Mechanistic Insights into the Nickel-Catalyzed Cross-Coupling Reaction of Benzaldehyde with Benzyl Alcohol via C-H Activation: A Theoretical Investigation.

With the aid of density functional theory (DFT) calculations, mechanistic investigations have been carried out for the nickel-catalyzed dehydrogenative cross-coupling reaction of benzaldehyde with benzyl alcohol in the presence of N-heterocyclic carbene (NHC) ligand. The overall Ni(0)/Ni(II) catalytic cycle consists of four basic steps: ligand exchange, oxidative addition, hydrogen transfer, and reductive elimination. Considerable interests are paid on detecting the transition state of the rate-determining step, with particular emphasis on the structural and electronic properties, together with clarifying the important roles of external oxidant and hydrogen acceptor.
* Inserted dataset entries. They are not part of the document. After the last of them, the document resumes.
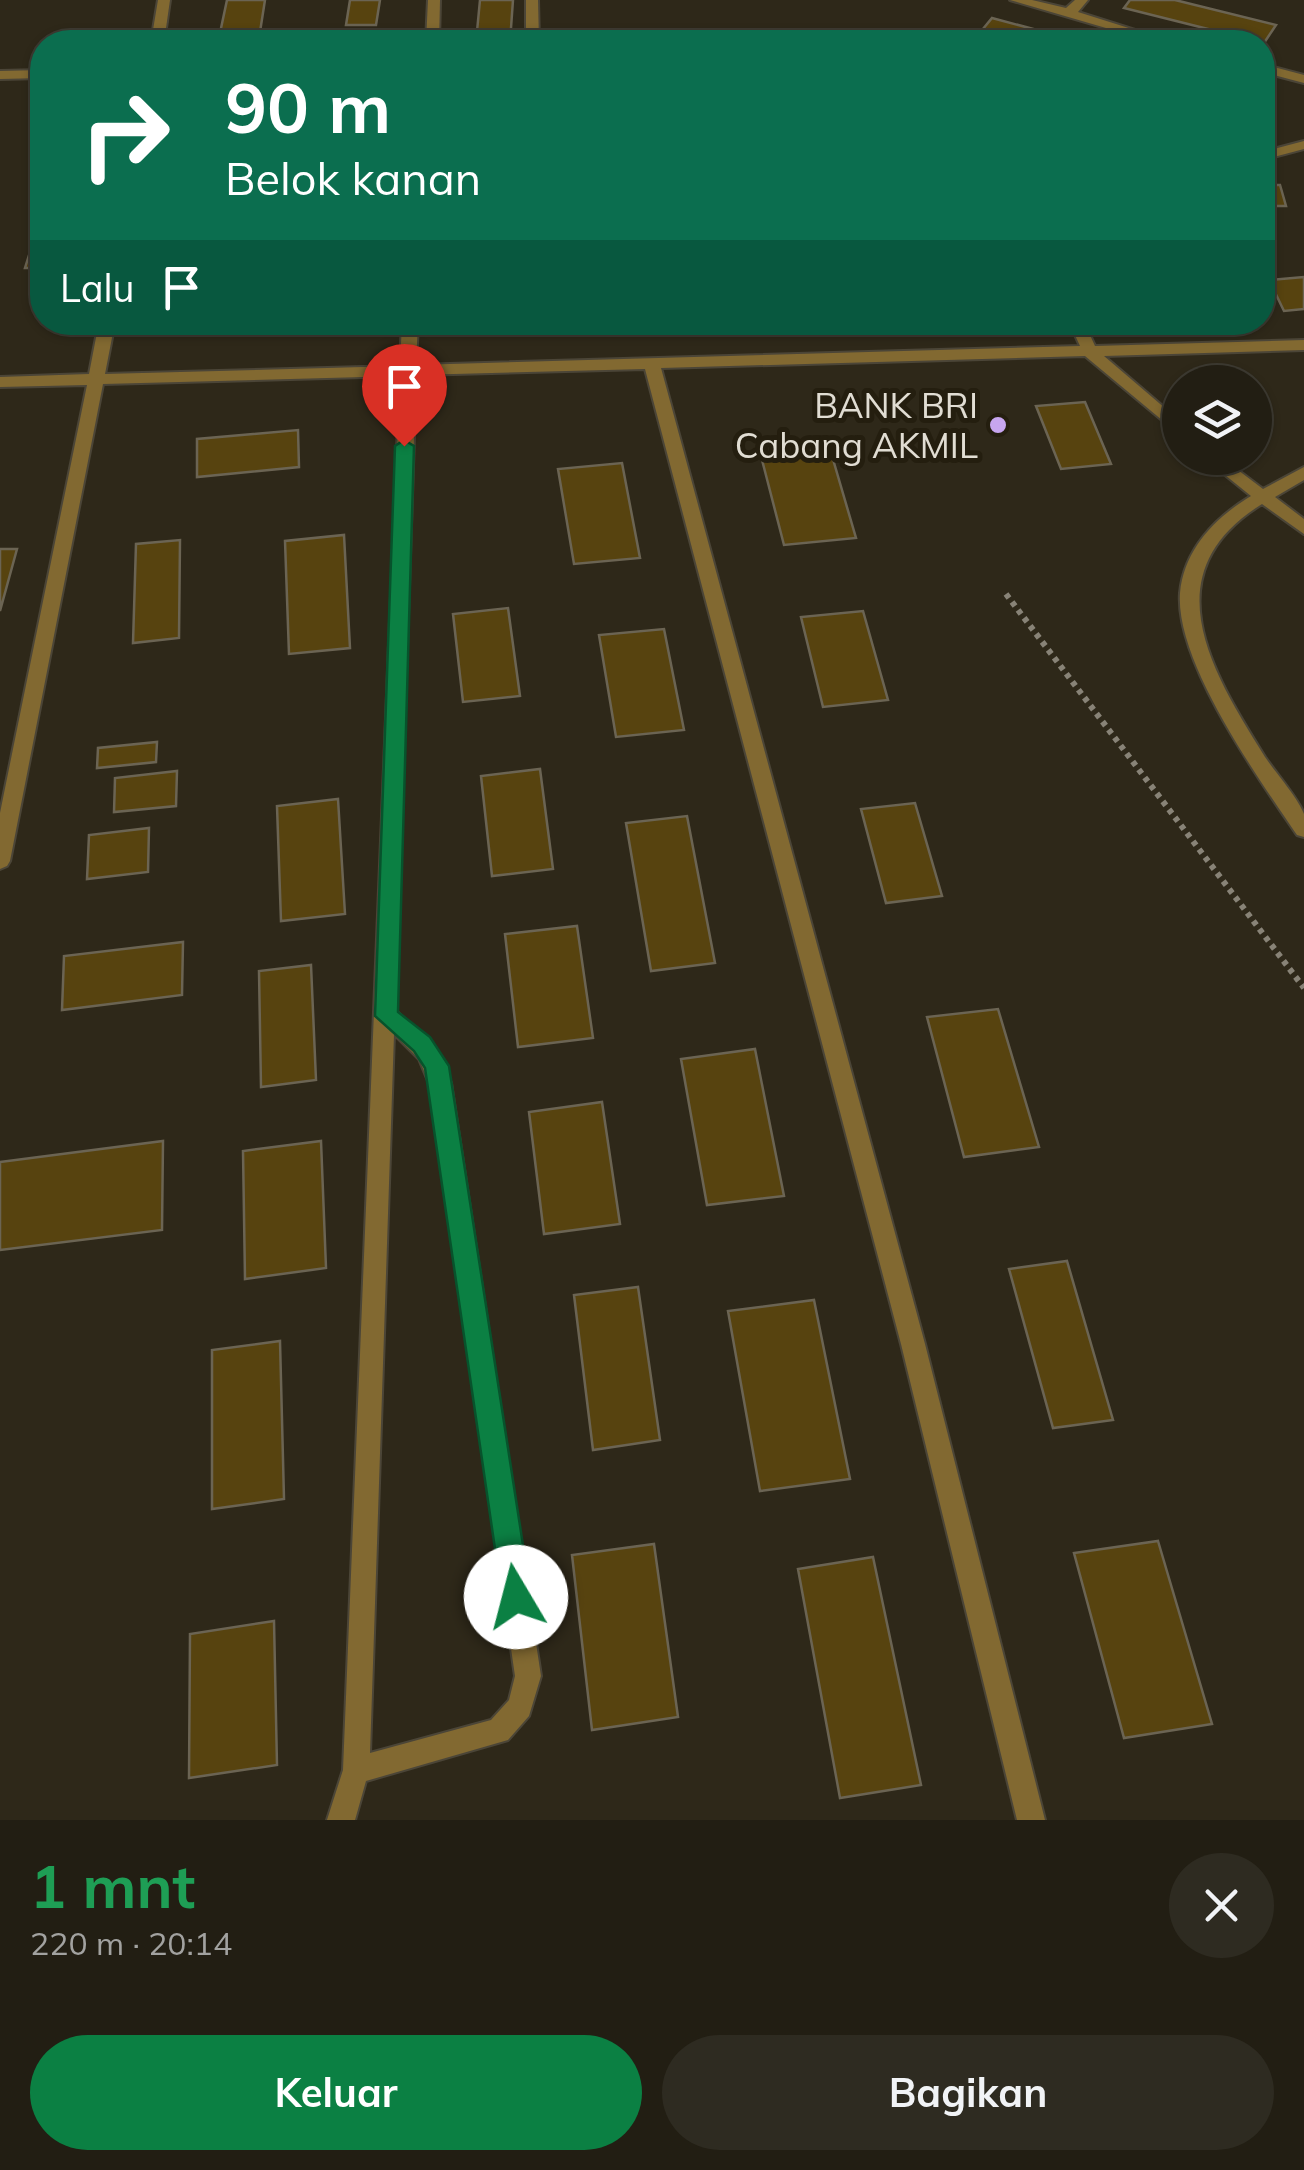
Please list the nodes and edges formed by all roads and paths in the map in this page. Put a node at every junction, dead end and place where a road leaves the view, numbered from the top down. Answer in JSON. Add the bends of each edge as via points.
{"nodes":[{"id":1,"x":164,"y":0,"type":"edge"},
{"id":2,"x":434,"y":0,"type":"edge"},
{"id":3,"x":532,"y":0,"type":"edge"},
{"id":4,"x":1016,"y":0,"type":"edge"},
{"id":5,"x":1082,"y":0,"type":"edge"},
{"id":6,"x":1069,"y":14,"type":"junction"},
{"id":7,"x":159,"y":30,"type":"edge"},
{"id":8,"x":433,"y":30,"type":"edge"},
{"id":9,"x":533,"y":30,"type":"edge"},
{"id":10,"x":1124,"y":30,"type":"edge"},
{"id":11,"x":1275,"y":71,"type":"edge"},
{"id":12,"x":30,"y":74,"type":"edge"},
{"id":13,"x":0,"y":75,"type":"edge"},
{"id":14,"x":1304,"y":78,"type":"edge"},
{"id":15,"x":1304,"y":145,"type":"edge"},
{"id":16,"x":1275,"y":153,"type":"edge"},
{"id":17,"x":105,"y":335,"type":"edge"},
{"id":18,"x":409,"y":335,"type":"edge"},
{"id":19,"x":1082,"y":335,"type":"edge"},
{"id":20,"x":1304,"y":345,"type":"edge"},
{"id":21,"x":1090,"y":352,"type":"junction"},
{"id":22,"x":652,"y":365,"type":"junction"},
{"id":23,"x":406,"y":370,"type":"junction"},
{"id":24,"x":96,"y":381,"type":"junction"},
{"id":25,"x":0,"y":382,"type":"edge"},
{"id":26,"x":1162,"y":414,"type":"edge"},
{"id":27,"x":1304,"y":472,"type":"edge"},
{"id":28,"x":1234,"y":475,"type":"edge"},
{"id":29,"x":1262,"y":497,"type":"junction"},
{"id":30,"x":1304,"y":528,"type":"edge"},
{"id":31,"x":1006,"y":594,"type":"dead end"},
{"id":32,"x":1304,"y":830,"type":"edge"},
{"id":33,"x":0,"y":861,"type":"edge"},
{"id":34,"x":1304,"y":988,"type":"edge"},
{"id":35,"x":386,"y":1016,"type":"junction"},
{"id":36,"x":356,"y":1770,"type":"junction"},
{"id":37,"x":340,"y":1820,"type":"edge"},
{"id":38,"x":1031,"y":1820,"type":"edge"}],
"edges":[{"from":1,"to":7,"type":"street"},
{"from":2,"to":8,"type":"street"},
{"from":3,"to":9,"type":"street"},
{"from":4,"to":6,"type":"street"},
{"from":5,"to":6,"type":"street"},
{"from":6,"to":10,"type":"street"},
{"from":11,"to":14,"type":"street"},
{"from":12,"to":13,"type":"street"},
{"from":15,"to":16,"type":"street"},
{"from":17,"to":24,"type":"street"},
{"from":18,"to":23,"type":"street"},
{"from":19,"to":21,"type":"street"},
{"from":20,"to":21,"type":"street"},
{"from":21,"to":22,"type":"street"},
{"from":21,"to":26,"type":"street"},
{"from":22,"to":23,"type":"street"},
{"from":22,"to":38,"type":"street","via":[[913,1344]]},
{"from":23,"to":24,"type":"street"},
{"from":23,"to":35,"type":"street"},
{"from":24,"to":25,"type":"street"},
{"from":24,"to":33,"type":"street"},
{"from":27,"to":29,"type":"street"},
{"from":28,"to":29,"type":"street"},
{"from":29,"to":30,"type":"street"},
{"from":29,"to":32,"type":"street","via":[[1210,539],[1194,568],[1189,603],[1207,669]]},
{"from":31,"to":34,"type":"path"},
{"from":35,"to":36,"type":"street"},
{"from":35,"to":36,"type":"street","via":[[422,1044],[440,1083],[528,1676],[520,1708],[499,1730]]},
{"from":36,"to":37,"type":"street"}]}
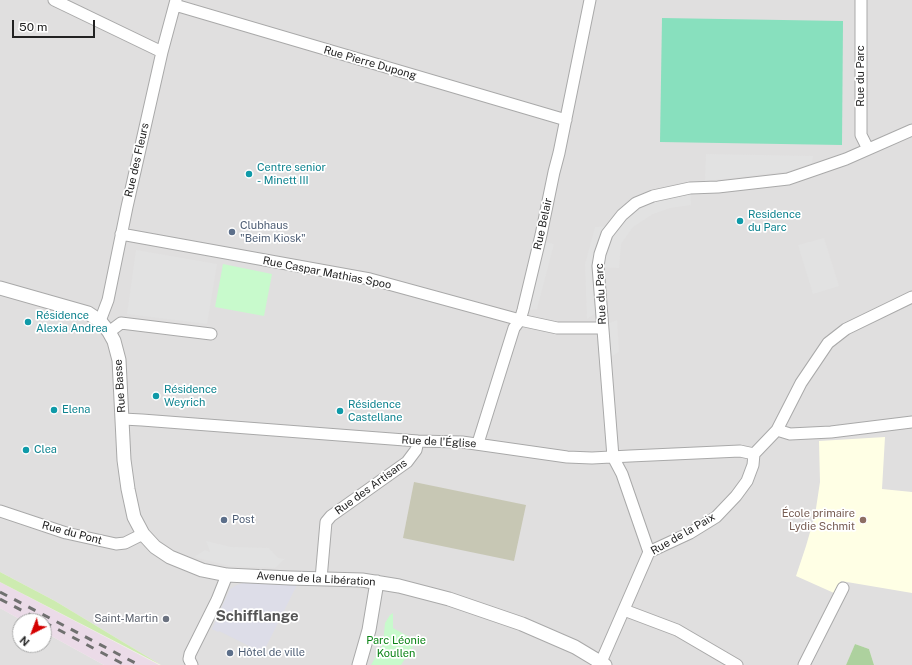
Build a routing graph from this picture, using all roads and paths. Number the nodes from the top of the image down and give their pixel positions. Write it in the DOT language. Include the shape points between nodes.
graph roads {
  1 [pos="54,0"];
  2 [pos="590,0"];
  3 [pos="861,0"];
  4 [pos="176,2"];
  5 [pos="162,52"];
  6 [pos="566,120"];
  7 [pos="912,130"];
  8 [pos="868,149"];
  9 [pos="121,234"];
  10 [pos="0,288"];
  11 [pos="912,297"];
  12 [pos="520,320"];
  13 [pos="100,321"];
  14 [pos="602,328"];
  15 [pos="109,332"];
  16 [pos="211,334"];
  17 [pos="123,419"];
  18 [pos="912,422"];
  19 [pos="777,430"];
  20 [pos="418,441"];
  21 [pos="478,444"];
  22 [pos="754,454"];
  23 [pos="613,457"];
  24 [pos="0,511"];
  25 [pos="144,534"];
  26 [pos="649,552"];
  27 [pos="227,575"];
  28 [pos="321,580"];
  29 [pos="377,582"];
  30 [pos="843,588"];
  31 [pos="624,610"];
  32 [pos="191,664"];
  33 [pos="603,664"];
  34 [pos="359,665"];
  35 [pos="737,665"];
  36 [pos="804,665"];
  1 -- 5 [label="street"];
  2 -- 6 [label="street, Rue Belair"];
  3 -- 8 [label="street, Rue du Parc" via="861,135"];
  4 -- 5 [label="street, Rue des Fleurs"];
  4 -- 6 [label="street, Rue Pierre Dupong"];
  5 -- 9 [label="street, Rue des Fleurs"];
  6 -- 12 [label="street, Rue Belair"];
  7 -- 8 [label="street, Rue du Parc"];
  8 -- 14 [label="street, Rue du Parc" via="788,179 690,188 636,203 622,215 607,234 600,254 598,266"];
  9 -- 12 [label="street, Rue Caspar Mathias Spoo" via="370,279"];
  9 -- 13 [label="street, Rue des Fleurs" via="108,300"];
  10 -- 13 [label="street, Rue Basse" via="88,313"];
  11 -- 19 [label="street" via="846,329 828,343 801,383"];
  12 -- 14 [label="street, Rue Caspar Mathias Spoo" via="557,328"];
  12 -- 21 [label="street, Rue Belair" via="514,328"];
  13 -- 15 [label="street, Rue Basse"];
  14 -- 23 [label="street, Rue du Parc"];
  15 -- 16 [label="street" via="121,323"];
  15 -- 17 [label="street, Rue Basse" via="119,360"];
  17 -- 20 [label="street, Rue de l'Église"];
  17 -- 25 [label="street, Rue Basse" via="128,489 134,516"];
  18 -- 19 [label="street" via="831,432 790,434"];
  19 -- 22 [label="street"];
  20 -- 21 [label="street, Rue de l'Église"];
  20 -- 28 [label="street, Rue des Artisans" via="416,450 407,462 326,522"];
  21 -- 23 [label="street, Rue de l'Église" via="567,457"];
  22 -- 23 [label="street, Rue de l'Église" via="740,451"];
  22 -- 26 [label="street, Rue de la Paix" via="747,481 716,517 690,533"];
  23 -- 26 [label="street" via="622,474"];
  24 -- 25 [label="street, Rue du Pont" via="66,533 116,544 126,543"];
  25 -- 27 [label="street, Avenue de la Libération" via="154,547 181,563"];
  26 -- 31 [label="street, Rue de la Paix"];
  27 -- 28 [label="street, Avenue de la Libération"];
  27 -- 32 [label="street" via="190,654"];
  28 -- 29 [label="street, Avenue de la Libération"];
  29 -- 33 [label="street, Avenue de la Libération" via="448,599 522,624 575,647"];
  29 -- 34 [label="street" via="369,630"];
  30 -- 36 [label="street"];
  31 -- 33 [label="street, Rue de la Paix"];
  31 -- 35 [label="street" via="677,630"];
}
The hydrogen transfer process in the oxidative addition step is rate-determining in the whole catalytic cycle, which is accomplished by C-H (active H) activation without generating the high energy nickel hydride intermediate. Such process could be understood as the direct hydrogen transfer, instead of general concerted oxidative addition to low valent transition metal. The analysis of the bond distances, electron distributions, and orbital interactions highlights the direct hydrogen transfer mechanism. Furthermore, by exploring the influences from the electronic effect of different substrates on the reaction energy barriers, the  a,a,a-trifluoroacetophenone could accelerate the direct hydrogen transfer with low activate energy.